- **What to do**:
Give the number of lines in the listing that contain "Harris", with no other words.

[Start of Attachment]

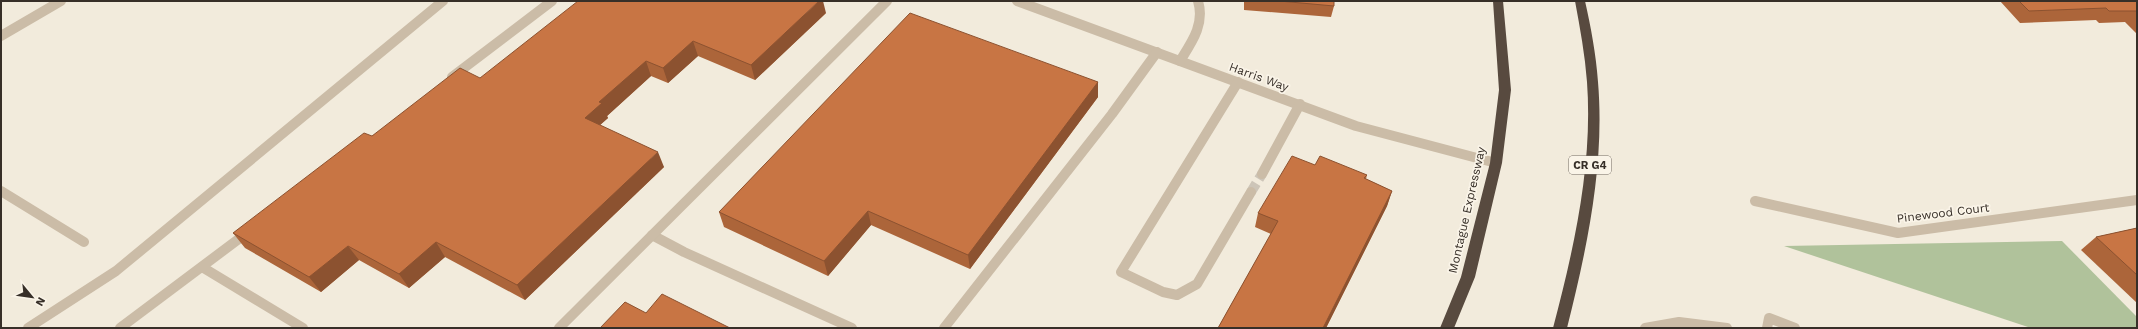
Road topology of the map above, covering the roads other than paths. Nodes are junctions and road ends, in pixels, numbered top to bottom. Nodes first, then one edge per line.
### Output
1 (61, 1) edge
2 (443, 1) edge
3 (552, 1) edge
4 (887, 1) edge
5 (1017, 1) edge
6 (1198, 1) edge
7 (1498, 1) edge
8 (1580, 1) edge
9 (1041, 5) edge
10 (1, 36) edge
11 (1157, 52) junction
12 (1180, 61) junction
13 (446, 82) edge
14 (1238, 82) junction
15 (1300, 104) junction
16 (1496, 163) junction
17 (1262, 174) tunnel mouth
18 (1, 191) edge
19 (1251, 192) tunnel mouth
20 (2137, 200) edge
21 (1755, 201) dead end
22 (258, 225) edge
23 (652, 235) junction
24 (84, 242) dead end
25 (202, 268) junction
26 (28, 328) edge
27 (120, 328) edge
28 (303, 328) edge
29 (559, 328) edge
30 (852, 328) edge
31 (944, 328) edge
32 (1447, 328) edge
33 (1560, 328) edge
34 (1645, 328) edge
35 (1727, 328) edge
36 (1767, 328) edge
37 (1795, 328) edge

1 - 10 street
2 - 26 street
3 - 13 street
4 - 23 street
5 - 9 street, Harris Way
6 - 12 street
7 - 16 highway, Montague Expressway
8 - 33 highway, CR G4
9 - 11 street, Harris Way
11 - 12 street, Harris Way
11 - 31 street
12 - 14 street, Harris Way
14 - 15 street, Harris Way
14 - 19 street
15 - 16 street, Harris Way
15 - 17 street
16 - 32 highway, Montague Expressway
18 - 24 street
20 - 21 street, Pinewood Court
22 - 25 street
23 - 29 street
23 - 30 street
25 - 27 street
25 - 28 street
34 - 35 street
36 - 37 street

[End of Attachment]

- **Response to this task**:
6